TASK PROMPT:
Count how many lines of the data include "above". The answer is that number and nothing else.

DATA EXTRACTS:

╔══

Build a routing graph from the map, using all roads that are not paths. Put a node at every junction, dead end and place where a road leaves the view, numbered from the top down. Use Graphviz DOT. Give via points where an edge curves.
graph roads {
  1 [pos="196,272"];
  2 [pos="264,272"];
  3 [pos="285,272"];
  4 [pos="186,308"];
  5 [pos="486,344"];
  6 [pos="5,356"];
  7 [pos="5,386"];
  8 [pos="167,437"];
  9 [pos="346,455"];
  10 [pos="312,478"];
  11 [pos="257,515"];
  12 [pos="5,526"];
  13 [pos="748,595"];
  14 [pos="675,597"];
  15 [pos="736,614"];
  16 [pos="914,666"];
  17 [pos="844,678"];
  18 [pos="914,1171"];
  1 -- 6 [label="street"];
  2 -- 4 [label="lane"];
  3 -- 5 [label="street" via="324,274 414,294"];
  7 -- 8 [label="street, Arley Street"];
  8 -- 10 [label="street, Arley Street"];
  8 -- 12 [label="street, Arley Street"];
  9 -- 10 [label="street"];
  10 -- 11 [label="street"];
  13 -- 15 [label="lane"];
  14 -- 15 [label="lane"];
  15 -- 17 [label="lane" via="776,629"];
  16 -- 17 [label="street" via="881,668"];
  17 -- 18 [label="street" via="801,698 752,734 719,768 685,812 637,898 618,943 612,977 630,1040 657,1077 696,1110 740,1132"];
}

╚══
╔══

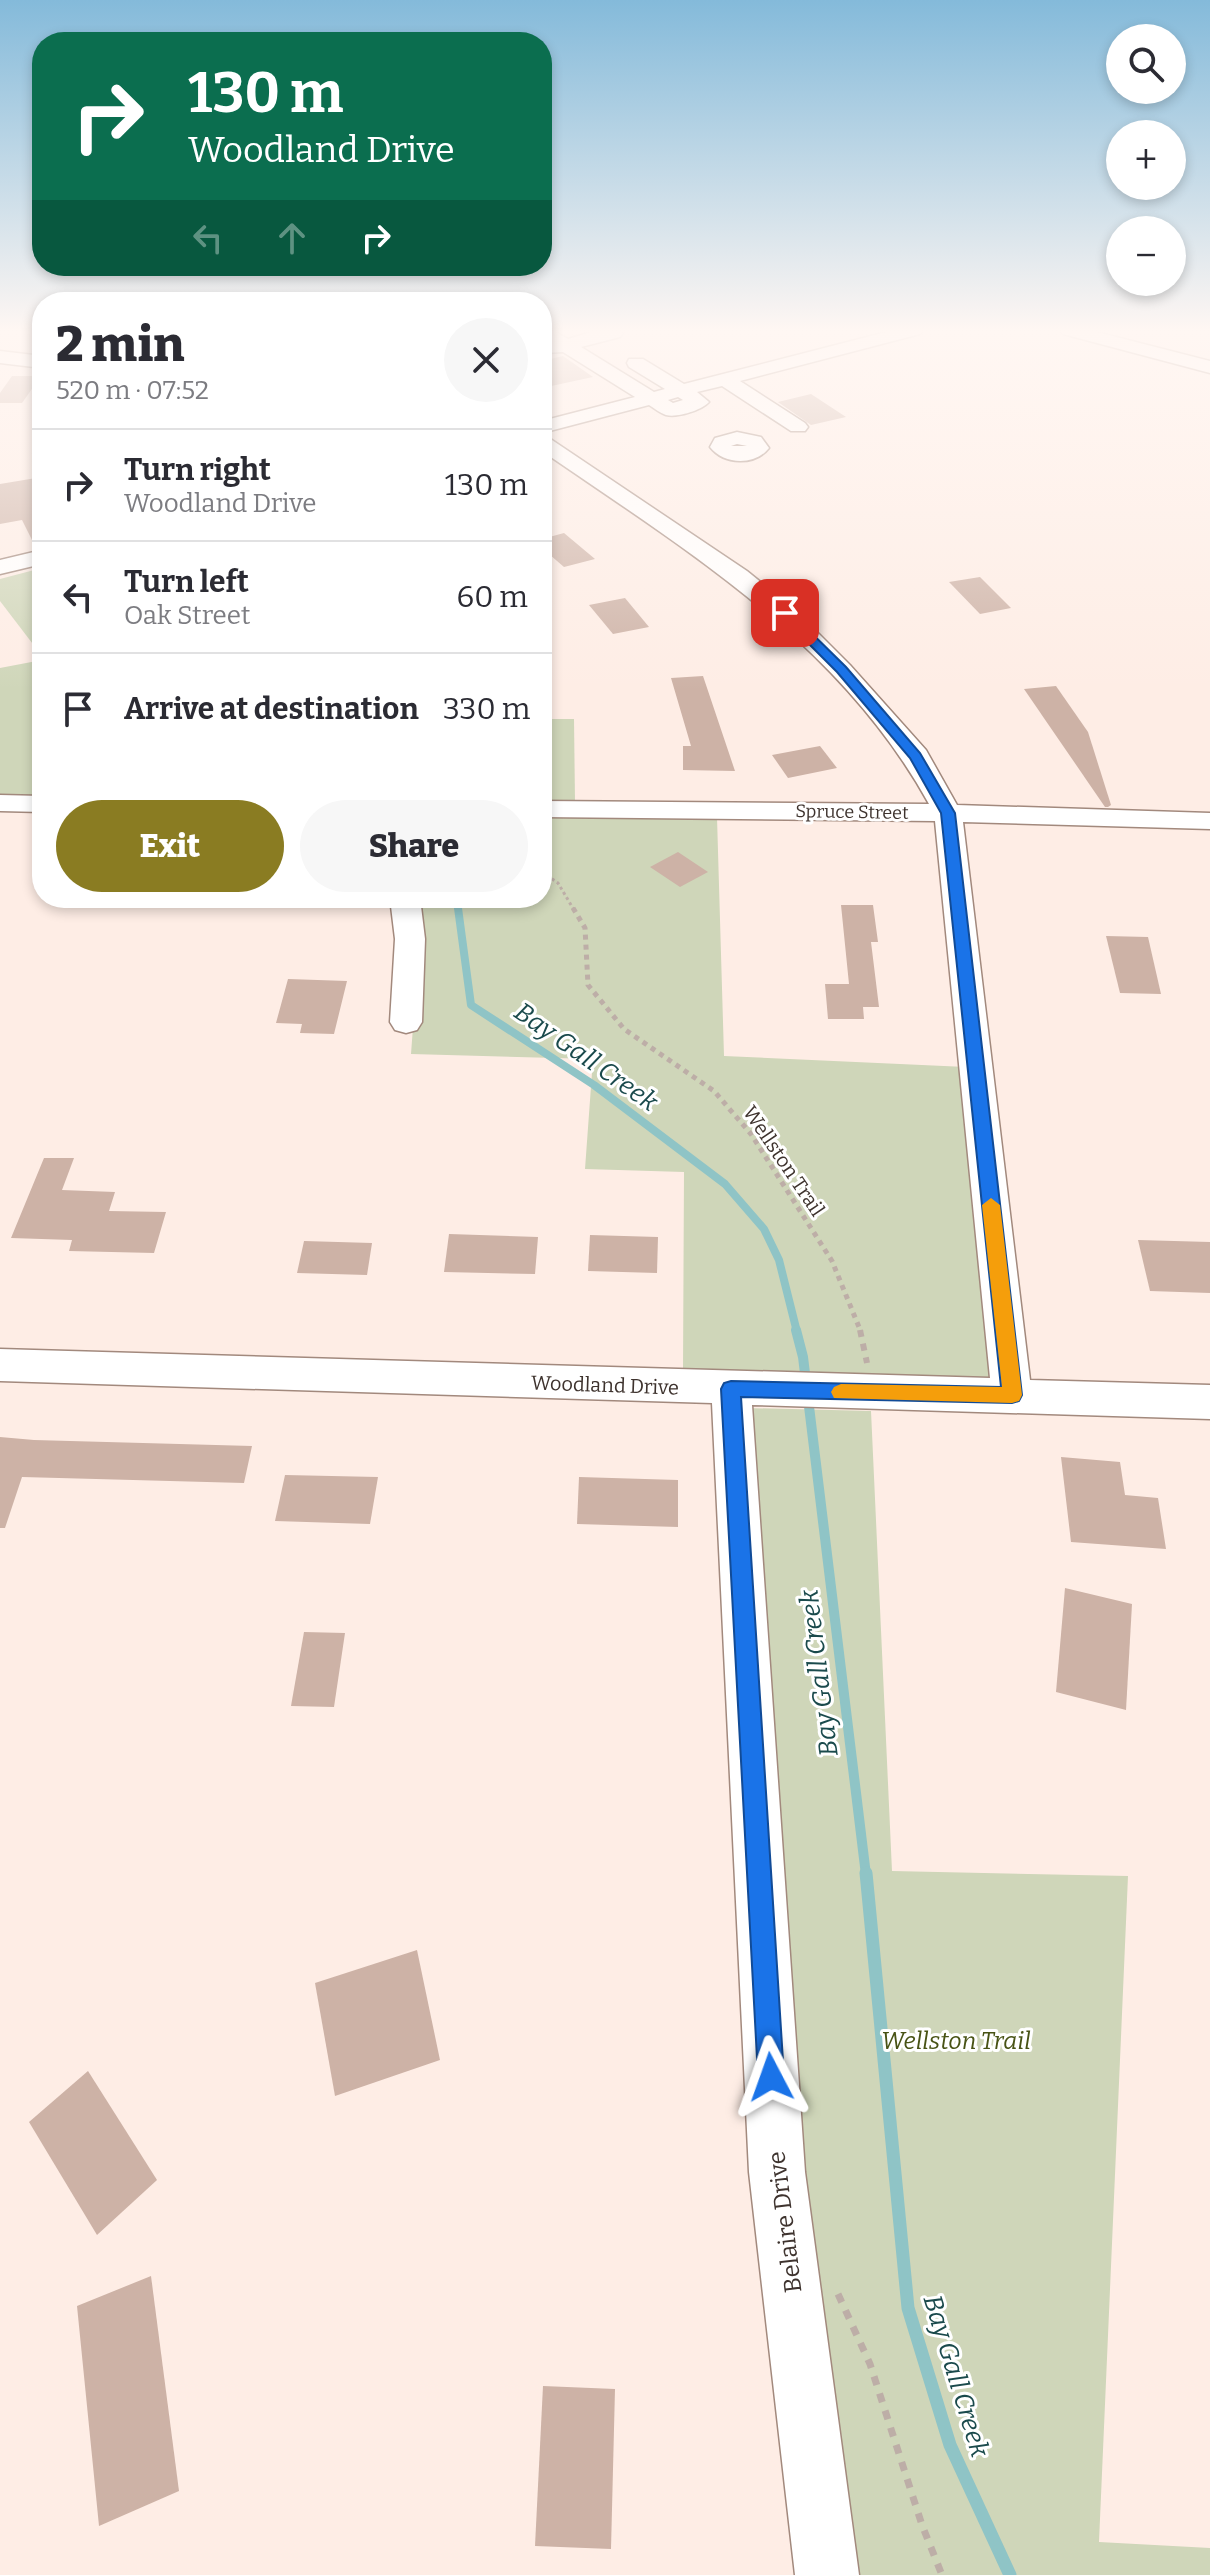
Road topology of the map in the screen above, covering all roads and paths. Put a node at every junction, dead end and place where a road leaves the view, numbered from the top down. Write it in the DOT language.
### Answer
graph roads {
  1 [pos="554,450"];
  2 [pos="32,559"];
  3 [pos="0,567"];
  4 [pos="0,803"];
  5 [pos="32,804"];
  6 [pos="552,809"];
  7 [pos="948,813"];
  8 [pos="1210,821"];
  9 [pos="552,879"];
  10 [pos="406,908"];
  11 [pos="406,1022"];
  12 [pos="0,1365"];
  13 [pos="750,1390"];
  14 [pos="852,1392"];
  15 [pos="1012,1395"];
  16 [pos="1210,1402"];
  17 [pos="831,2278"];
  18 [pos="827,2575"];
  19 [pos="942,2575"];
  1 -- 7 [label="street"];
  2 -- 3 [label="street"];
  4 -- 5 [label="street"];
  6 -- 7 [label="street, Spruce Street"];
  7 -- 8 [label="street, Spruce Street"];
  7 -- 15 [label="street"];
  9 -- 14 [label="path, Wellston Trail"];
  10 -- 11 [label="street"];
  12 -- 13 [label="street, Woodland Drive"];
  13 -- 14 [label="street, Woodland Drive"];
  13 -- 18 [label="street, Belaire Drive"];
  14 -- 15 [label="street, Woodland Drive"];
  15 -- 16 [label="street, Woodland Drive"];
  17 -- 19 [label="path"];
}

╚══
╔══

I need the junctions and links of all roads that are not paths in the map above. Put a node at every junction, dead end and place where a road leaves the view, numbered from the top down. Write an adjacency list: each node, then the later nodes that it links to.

╚══

SOLUTION TO THIS PROBLEM:
2